Эшелон остановился, из-за открывающейся двери донеслось: «Жана-Семей». Он в первый раз слышал это название. Станция была завалена снегом. Ворвавшийся в вагон холодный ветер норовил проникнуть под худые одежды. Он невольно приподнял плечи, защищая шею, вытянул руки вдоль туловища. Посмотрел на детей, жену: держатся ли?..
Он не знал, пойдет эшелон дальше или их выгрузят в снег, что будет через час или день. Если бы знал, то, наверное, он бы сошел с ума или умер от разрыва сердца…
Им приказали покинуть вагоны. Масса изможденных долгой дорогой людей вывалила на снег, и их начали распихивать по саням, машинам. «Повезут еще куда-то, - подумал он. – Куда еще? Дальше же некуда…»
Дальше оказался колхоз Кирова. Там его спросили, кем он работал на Кавказе. «Кузнецом», - ответил он. Это ремесло, считал он, позволит ему прокормить семью и здесь, на чужбине. А то, что до освоения кузнечного дела учительствовал, до этого учился в медресе и школе, - разве могло это что-то изменить, исправить в его, 30-летнего чеченца, жизни вдали от Родины, спецпоселенцем?
Разве здесь, где он повержен во всех правах, кому-то есть дело до того, как он жил до 23 февраля 1944 года? Как в неполных три года остался без отца, Довтмирзы, сына Бати, известного богослова. Как мать перевезла их, трех сыновей, к родичам, и два брата его умерли там, в доме дяди.
Кому рассказать, что, женившись, переехал с семьей в отцовский дом в Шин-1ин-юкъ, хутор между Мартан-чу и Танги-чу, который в 40-м «ликвидировали», и он снова начал жизнь «с нуля», в соседнем «укрупненном» поселении? Или – о том, как летом 41-го арестовали 15 человек за зикр у себя дома, и лишь одного его освободили, и то потому, что он – единственный в колхозе кузнец, и без него все в том колхозе застопорилось…
Через 14 с лишним лет он вернется на Кавказ, в Чечено-Ингушетию.
Там, в Казахстане, в Жана-Семейском районе останутся лежать в земле пятеро членов его семьи. Здесь, дома, они будут являться ему во сне, а иногда он и наяву будет мысленно разговаривать с ними.
Будут изредка встречаться те, с кем свел колхоз Кирова. Самые голодные, совсем отчаявшиеся из них там, в колхозе, приходили к нему, и он делил кузнечный «паек» свой на них и семью.

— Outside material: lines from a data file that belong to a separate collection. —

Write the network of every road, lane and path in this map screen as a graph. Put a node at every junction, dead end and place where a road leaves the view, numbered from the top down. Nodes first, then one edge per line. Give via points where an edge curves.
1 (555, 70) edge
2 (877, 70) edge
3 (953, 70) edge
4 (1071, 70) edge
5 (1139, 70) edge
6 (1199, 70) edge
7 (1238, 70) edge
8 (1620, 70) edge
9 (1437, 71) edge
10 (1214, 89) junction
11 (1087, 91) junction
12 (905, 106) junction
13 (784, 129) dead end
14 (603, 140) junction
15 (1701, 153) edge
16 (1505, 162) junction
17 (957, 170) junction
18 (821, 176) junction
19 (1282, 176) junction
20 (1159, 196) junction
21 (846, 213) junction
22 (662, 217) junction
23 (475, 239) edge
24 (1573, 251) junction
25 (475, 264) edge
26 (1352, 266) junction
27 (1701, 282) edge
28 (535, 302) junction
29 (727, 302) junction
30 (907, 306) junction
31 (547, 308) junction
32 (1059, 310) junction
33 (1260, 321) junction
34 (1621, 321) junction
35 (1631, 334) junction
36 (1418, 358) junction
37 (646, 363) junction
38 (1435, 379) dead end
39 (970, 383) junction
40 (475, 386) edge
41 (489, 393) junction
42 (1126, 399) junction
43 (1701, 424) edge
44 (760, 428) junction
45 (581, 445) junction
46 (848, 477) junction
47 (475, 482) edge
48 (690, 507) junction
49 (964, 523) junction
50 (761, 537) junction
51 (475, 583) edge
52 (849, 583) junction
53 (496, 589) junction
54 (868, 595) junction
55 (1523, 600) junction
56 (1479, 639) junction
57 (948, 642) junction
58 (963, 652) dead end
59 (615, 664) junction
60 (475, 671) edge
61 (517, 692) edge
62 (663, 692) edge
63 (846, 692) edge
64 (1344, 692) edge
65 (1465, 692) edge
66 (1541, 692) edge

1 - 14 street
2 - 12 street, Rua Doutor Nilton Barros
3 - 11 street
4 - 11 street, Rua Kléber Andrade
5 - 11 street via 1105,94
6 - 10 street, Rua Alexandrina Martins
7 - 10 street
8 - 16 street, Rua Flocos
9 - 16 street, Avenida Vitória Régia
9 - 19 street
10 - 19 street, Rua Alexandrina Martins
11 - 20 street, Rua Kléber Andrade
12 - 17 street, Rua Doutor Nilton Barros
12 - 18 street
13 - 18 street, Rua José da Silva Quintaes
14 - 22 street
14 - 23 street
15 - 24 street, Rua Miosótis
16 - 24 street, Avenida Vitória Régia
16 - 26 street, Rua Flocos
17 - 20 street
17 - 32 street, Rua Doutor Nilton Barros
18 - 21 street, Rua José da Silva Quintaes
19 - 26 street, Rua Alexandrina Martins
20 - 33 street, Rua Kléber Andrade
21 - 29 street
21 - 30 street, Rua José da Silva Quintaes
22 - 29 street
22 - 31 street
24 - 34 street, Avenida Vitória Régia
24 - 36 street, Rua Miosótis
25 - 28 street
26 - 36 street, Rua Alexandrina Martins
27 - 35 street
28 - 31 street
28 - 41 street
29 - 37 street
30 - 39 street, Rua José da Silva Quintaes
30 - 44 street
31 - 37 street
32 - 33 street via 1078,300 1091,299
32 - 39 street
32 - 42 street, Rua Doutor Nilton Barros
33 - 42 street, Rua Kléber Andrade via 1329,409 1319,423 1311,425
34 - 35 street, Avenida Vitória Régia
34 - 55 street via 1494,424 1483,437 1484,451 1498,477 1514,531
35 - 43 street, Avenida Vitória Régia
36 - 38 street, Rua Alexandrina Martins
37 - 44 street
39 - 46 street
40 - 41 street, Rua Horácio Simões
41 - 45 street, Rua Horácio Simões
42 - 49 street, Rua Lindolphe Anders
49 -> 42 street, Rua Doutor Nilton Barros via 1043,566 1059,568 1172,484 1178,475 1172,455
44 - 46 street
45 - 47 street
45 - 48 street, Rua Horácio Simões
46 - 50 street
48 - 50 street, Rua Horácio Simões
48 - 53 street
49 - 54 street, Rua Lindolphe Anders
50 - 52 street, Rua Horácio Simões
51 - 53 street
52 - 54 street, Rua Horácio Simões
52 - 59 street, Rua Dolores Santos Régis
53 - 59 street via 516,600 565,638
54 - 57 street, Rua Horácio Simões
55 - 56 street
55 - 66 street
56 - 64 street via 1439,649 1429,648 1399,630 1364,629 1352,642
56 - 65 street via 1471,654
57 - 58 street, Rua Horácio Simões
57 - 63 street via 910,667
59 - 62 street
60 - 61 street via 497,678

Когда нечего дать, вел человека к председателю: «Нет лучшего молотобойца, определите его ко мне, в кузню». «У тебя, Супьян Довтмирзаев, все чеченцы – лучшие в мире молотобойцы», - отвечал председатель, но просьбу выполнял. Знал, человека Супьян спасает, семью…
Не рассказать ли, как встретила Чечено-Ингушетия? Если не обо всем, то хотя бы о том, как приехал инвалидом, с пенсией, а здесь ее перестали выплачивать, без переосвидетельствания…
Он, Супьян, сын Довтмирзы, умер в 55.
О, как несправедливо жесток этот мир!